Following on the theme of Peanut Butter from yesterdays challenge, we figured we’d mix things up a little. Since, you need something to do with all that peanut butter you made right? This Peanut Butter Pie is layers of buttery graham cracker crust, peanut butter cream, healthy chocolate ganache, and homemade whipped cream. It is a chocolate peanut butter lover’s dream! Treat yourself.. this one is a little naughtier, but hey, everything in moderation right?
- Graham Cracker Crust:
- 9 Whole Graham Cracker Sheets, crushed
- 8 Tablespoons Butter, melted
- ¼ cup Sugar
- Peanut Butter Cream:
- 8 ounces Cream Cheese, softened
- 1 cup Peanut Butter
- 1 cup Powdered Sugar
- Chocolate Ganache:
- 1 cup Semi-sweet or Milk Chocolate
- ½ cup Heavy Cream
- Whipped Cream:
- 1 cup Heavy Cream
- ⅓ cup Powdered Sugar (if using semisweet chocolate, can decrease to ¼ cup)
- Chocolate Chips or Reese’s Peanut Butter Cups
- In small bowl, combine crushed graham cracker crumbs, melted butter, and sugar. Press with fork to combine. Set aside.
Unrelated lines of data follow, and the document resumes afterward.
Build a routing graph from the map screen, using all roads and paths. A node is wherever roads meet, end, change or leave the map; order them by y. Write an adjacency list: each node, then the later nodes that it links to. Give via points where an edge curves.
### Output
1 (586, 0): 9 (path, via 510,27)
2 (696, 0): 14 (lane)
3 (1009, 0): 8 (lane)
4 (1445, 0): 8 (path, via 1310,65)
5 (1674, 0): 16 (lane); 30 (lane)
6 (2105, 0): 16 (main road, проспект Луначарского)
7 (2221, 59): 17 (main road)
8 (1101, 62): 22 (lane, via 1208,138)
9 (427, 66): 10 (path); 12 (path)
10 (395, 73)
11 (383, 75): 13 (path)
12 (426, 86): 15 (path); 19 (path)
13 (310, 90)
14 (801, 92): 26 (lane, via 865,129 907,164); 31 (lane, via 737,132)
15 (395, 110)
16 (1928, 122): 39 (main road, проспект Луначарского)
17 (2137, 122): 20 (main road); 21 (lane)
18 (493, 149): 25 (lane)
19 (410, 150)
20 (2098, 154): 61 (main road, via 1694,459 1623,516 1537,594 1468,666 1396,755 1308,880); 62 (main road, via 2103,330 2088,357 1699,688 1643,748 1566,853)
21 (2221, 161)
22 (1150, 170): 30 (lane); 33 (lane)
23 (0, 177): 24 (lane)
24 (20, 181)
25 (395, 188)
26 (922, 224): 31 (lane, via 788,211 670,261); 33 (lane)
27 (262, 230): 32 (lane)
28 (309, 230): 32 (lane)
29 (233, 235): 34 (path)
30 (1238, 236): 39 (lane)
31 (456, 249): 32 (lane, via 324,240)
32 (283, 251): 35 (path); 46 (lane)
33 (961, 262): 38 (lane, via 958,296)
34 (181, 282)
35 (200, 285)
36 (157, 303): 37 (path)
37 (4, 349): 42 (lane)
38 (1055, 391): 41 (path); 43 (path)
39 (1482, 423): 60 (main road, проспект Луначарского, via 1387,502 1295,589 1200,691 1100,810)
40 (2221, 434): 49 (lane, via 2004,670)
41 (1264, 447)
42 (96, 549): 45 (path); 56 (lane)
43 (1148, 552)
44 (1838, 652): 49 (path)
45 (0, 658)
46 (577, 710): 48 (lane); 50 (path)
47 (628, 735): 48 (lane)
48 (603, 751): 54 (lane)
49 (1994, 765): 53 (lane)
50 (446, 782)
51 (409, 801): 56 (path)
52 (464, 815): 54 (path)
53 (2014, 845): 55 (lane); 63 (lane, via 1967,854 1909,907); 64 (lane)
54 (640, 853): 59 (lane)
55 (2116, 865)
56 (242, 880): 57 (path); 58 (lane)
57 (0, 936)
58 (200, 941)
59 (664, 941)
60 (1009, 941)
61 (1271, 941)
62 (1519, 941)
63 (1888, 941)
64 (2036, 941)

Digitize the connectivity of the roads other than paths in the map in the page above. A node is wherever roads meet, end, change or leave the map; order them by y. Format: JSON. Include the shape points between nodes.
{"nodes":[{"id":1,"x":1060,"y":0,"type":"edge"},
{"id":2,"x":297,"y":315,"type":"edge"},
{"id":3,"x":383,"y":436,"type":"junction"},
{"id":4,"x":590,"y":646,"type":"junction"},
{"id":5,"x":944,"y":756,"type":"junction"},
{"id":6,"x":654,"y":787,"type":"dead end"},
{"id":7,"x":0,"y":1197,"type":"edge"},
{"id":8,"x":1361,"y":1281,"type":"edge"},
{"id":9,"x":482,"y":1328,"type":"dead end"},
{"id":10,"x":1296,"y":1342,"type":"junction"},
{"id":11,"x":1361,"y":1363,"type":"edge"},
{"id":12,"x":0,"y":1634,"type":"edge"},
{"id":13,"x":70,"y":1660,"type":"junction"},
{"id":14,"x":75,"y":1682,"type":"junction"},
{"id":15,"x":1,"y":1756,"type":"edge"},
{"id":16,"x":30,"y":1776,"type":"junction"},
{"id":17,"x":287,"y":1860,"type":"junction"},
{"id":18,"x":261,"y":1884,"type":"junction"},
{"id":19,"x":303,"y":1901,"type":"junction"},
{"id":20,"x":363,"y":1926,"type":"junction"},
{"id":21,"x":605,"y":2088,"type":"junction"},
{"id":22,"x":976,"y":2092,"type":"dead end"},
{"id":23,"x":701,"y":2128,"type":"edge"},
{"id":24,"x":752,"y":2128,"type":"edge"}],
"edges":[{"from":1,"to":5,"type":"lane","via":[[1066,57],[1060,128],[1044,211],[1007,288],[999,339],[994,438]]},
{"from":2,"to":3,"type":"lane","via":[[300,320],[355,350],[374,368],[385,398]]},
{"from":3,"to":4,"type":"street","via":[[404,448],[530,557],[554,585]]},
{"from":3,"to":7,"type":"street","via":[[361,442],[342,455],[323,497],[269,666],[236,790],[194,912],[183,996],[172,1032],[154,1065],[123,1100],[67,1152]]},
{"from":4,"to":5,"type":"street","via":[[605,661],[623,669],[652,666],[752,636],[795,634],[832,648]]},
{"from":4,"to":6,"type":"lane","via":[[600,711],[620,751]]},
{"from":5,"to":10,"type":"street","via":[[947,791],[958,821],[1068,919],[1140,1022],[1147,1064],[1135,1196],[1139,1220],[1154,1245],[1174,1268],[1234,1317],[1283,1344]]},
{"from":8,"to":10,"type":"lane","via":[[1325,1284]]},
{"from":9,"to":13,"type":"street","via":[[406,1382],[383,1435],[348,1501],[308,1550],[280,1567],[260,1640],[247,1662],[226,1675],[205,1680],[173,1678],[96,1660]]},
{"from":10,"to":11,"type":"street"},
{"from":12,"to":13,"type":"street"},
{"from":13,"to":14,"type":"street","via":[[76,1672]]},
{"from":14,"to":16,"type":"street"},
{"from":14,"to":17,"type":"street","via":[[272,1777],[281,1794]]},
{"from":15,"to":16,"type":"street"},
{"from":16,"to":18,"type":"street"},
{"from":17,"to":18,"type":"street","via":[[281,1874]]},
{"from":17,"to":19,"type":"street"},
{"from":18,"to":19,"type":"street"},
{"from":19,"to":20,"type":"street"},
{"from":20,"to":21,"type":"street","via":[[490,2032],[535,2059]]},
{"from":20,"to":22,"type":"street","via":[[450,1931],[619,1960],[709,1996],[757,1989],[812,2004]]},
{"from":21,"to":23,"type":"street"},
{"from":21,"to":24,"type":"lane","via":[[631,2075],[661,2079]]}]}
- In large bowl, cream together cream cheese, peanut butter, and powdered sugar for 3 minutes or until light and fluffy.
- In double boiler or microwave set to lower heat, melt chocolate and heavy cream until silky smooth. If using a microwave, lower the heat level and cook in 30 second increments, stirring often to avoid overheating.
- In large mixing bowl, whip cold heavy cream until soft peaks form. Add powdered sugar and beat until stiff peaks form.
- Layer graham cracker crust, peanut butter cream, chocolate ganache, and whipped cream in clear Kilner jars. Can use 4 oz, 8 oz (half pint), or 16 oz wide mouth jars. The wide mouth is important so you can eat it easily. Top with chocolate and keep in refrigerator until serving.